A master calendar of some sort is quite often already available in a database. There is likely no data warehouse without a time dimension table, often represented at the daily level. There are multiple ways to construct a calendar via SQL statements; for simplicity’s sake, I will be using the Snowflake database and leveraging the code snagged from this Snowflake Community article. To keep things very simple, this will be an abbreviated table and contain only those days between December 2019 and January 2020.
CREATE OR REPLACE TABLE time_dim ( time_id bigint not null , MY_DATE DATE NOT NULL ,YEAR SMALLINT NOT NULL ,MONTH SMALLINT NOT NULL ,MONTH_NAME CHAR(3) NOT NULL ,DAY_OF_MON SMALLINT NOT NULL ,DAY_OF_WEEK VARCHAR(9) NOT NULL ,WEEK_OF_YEAR SMALLINT NOT NULL ,DAY_OF_YEAR SMALLINT NOT NULL ) AS WITH CTE_MY_DATE AS ( SELECT DATEADD(DAY, SEQ4(), '2019-12-01') AS MY_DATE FROM TABLE(GENERATOR(ROWCOUNT=>62)) -- Number of days after reference date in previous line ) SELECT SEQ8(), MY_DATE ,YEAR(MY_DATE) ,MONTH(MY_DATE) ,MONTHNAME(MY_DATE) ,DAY(MY_DATE) ,DAYOFWEEK(MY_DATE) ,WEEKOFYEAR(MY_DATE) ,DAYOFYEAR(MY_DATE) FROM CTE_MY_DATE;
Although it’s generally inefficient to create a table at the granularity of hours/minutes/seconds, some helper tables can assist in generating master time sets at these granularity levels if needed. A couple of supporting tables that will be used in the more complex multiseries example (above) represent hours in a day, minutes in a second, and seconds in a minute. These tables will simply contain the values 0–23 and 0–60, respectively.
SELECT SEQ4() as hr FROM TABLE(GENERATOR(ROWCOUNT=>24)); create table minutes as SELECT SEQ4() as minute FROM TABLE(GENERATOR(ROWCOUNT=>60));
From these tables, the time granularity can be moved upward or downward from the time dimension represented as days in time_dim. It can be aggregated and filtered to create a master set with weeks ending on Saturdays, or months starting on the first; or cross-joined to hours to create an hourly set, or cross-joined further to the minutes helper—twice—to get a master time dataset at the granularity of every second.
To demonstrate a single series with some gaps, a simple sales table will be created and used. The intent is to create a record for sales for the first ten days of January 2020, even though the table has 5 sales records and only 4 are for January.
create or replace table sales as select '25-Dec-2019'::date as sale_dt, 5000 as sales_amt union all select '1-Jan-2020', 3432 union all select '3-Jan-2020', 1231 union all select '4-Jan-2020', 2221 union all select '7-Jan-2020', 2791;
The SQL to produce the desired state will be straightforward. The time dimension and the aggregate values are both already at the day level. An outer join between both tables—limited only for the date period of interest—is all that is required to produce this dataset.

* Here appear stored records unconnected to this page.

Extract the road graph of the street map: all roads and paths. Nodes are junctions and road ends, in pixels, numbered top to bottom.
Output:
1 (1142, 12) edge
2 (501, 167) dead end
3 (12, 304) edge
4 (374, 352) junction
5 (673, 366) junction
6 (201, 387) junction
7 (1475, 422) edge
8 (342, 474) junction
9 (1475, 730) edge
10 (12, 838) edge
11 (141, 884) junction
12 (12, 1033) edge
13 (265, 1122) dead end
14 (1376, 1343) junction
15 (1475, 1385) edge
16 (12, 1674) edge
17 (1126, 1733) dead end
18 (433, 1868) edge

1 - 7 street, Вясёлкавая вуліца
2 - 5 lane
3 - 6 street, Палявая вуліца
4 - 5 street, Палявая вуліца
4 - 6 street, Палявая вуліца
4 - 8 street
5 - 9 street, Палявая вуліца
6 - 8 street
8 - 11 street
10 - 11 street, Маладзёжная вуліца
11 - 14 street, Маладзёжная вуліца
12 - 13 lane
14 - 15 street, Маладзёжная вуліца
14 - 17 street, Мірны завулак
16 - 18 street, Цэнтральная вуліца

select t.my_date, s.sales_amt from time_dim t left outer join sales s on t.my_date = s.sale_dt where t.my_date between '1-Jan-2020' and '10-Jan-2020' order by t.my_date;
This example was pretty simple; let's try a trickier one.
In this case, we'll leverage a more typical data mart data model in which there are two dimensions (time and store) and a fact table consisting of sales recorded at a per minute basis. The sales were retrieved from the operational website at second-level timestamp granularity, as shown in the inline raw transaction values. A store dimension with a store opening date and a sales fact can be constructed as follows.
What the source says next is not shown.